Deliatyn
Делятин | |
---|---|
| |
Deliatyn Deliatyn | |
Coordinates: 48°31′43″N 24°37′25″E / 48.52861°N 24.62361°E | |
Country | Ukraine |
Oblast | Ivano-Frankivsk Oblast |
Raion | Nadvirna Raion |
Founded | 1400 |
Population (2022) | |
• Total | 8,213 |
Deliatyn (Ukrainian: Деля́тин, pronounced [deˈlʲɑtɪn]; Polish: Delatyn), is an urban-type settlement in Nadvirna Raion, Ivano-Frankivsk Oblast, Ukraine. It is located 101 kilometers (63 miles) west of Chernivtsi and 294.6 miles (474.1 kilometers) west-southwest of Kyiv.[1] Together with Yaremche and Lanchyn it is part of a small agglomeration that runs along the Prut River valley between the Carpathian Mountains. Deliatyn hosts the administration of Deliatyn settlement hromada, one of the hromadas of Ukraine.[2] The population is 8,213 (2022 estimate).[3]
Deliatyn is first mentioned in documents on March 9, 1400. In 1554 Deliatyn received the status of a city, and from 1579 the status of a city with Magdeburg rights.[4][5] The economic basis for the development of Deliatyn was the extraction of salt and salt production.[6]

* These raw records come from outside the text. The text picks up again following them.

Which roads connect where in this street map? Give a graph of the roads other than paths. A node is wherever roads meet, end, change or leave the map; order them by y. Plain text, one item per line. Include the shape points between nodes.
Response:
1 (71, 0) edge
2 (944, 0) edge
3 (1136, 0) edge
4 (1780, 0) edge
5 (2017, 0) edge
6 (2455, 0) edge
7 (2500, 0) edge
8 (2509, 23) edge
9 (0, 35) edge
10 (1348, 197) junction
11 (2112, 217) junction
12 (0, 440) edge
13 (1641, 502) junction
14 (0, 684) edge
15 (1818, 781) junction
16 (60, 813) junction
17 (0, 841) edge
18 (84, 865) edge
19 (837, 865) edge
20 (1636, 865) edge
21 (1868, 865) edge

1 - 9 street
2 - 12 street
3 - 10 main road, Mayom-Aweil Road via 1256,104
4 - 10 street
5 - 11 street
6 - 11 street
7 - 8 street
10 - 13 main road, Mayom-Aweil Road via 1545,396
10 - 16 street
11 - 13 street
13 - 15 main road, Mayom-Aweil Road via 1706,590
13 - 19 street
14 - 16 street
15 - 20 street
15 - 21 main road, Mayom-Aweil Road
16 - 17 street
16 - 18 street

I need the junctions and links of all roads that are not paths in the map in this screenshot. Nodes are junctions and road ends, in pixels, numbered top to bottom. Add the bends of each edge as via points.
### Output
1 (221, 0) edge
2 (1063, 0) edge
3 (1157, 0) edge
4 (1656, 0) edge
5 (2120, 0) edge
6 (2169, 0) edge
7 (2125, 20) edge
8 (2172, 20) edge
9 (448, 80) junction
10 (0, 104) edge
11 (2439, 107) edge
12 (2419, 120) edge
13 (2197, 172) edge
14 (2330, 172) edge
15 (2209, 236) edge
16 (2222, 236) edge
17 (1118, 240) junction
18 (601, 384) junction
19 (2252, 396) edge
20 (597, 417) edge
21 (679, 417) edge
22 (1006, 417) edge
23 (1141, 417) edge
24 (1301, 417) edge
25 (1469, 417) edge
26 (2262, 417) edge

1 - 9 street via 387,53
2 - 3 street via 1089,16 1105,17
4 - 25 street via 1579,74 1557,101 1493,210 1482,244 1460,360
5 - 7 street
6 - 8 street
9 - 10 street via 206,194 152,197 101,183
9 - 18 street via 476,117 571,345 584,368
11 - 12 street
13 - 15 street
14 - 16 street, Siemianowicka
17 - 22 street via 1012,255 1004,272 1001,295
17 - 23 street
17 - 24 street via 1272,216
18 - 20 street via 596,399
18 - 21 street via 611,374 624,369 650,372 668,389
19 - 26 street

In 1940 it received the status of an urban-type settlement,[7] and on November 13, 1940, it entered the Yaremcha Raion.[8] From December 30, 1962, it was part of the Bohorodchany Raion, but Deliatyn was assigned to the Nadvirna Raion.[9] On August 17, 2017, it became the center of the Deliatyn settlement hromada.[10]
Name
The name of the town had different forms over the centuries: Daliatyn (1400—1440), Deliatyn (1440—1960, 1990), Diliatyn[11] (1961— October 2, 1989).[12] It is believed that the name comes from the names of the legendary founders of the town: Dalia (or Dylia) and Tyna.[5] The Latin word "delatum" meant the place where products were brought to the auction.[4]
History
Deliatyn became part of the Poland (together with Red Ruthenia) in the 14th century under King Casimir III the Great. In 1772, it was seized by the Austro-Hungarian Empire together with the province of Galicia in the First Partition of Poland. After World War I and the dissolution of Austria-Hungary, Deliatyn was captured by Polish troops, after the Polish–Soviet War it remained a part of the Stanisławów Voivodeship of the Second Polish Republic. Located in the picturesque area, it was a popular spa, with around 1,000 visitors yearly (in the late 1920s).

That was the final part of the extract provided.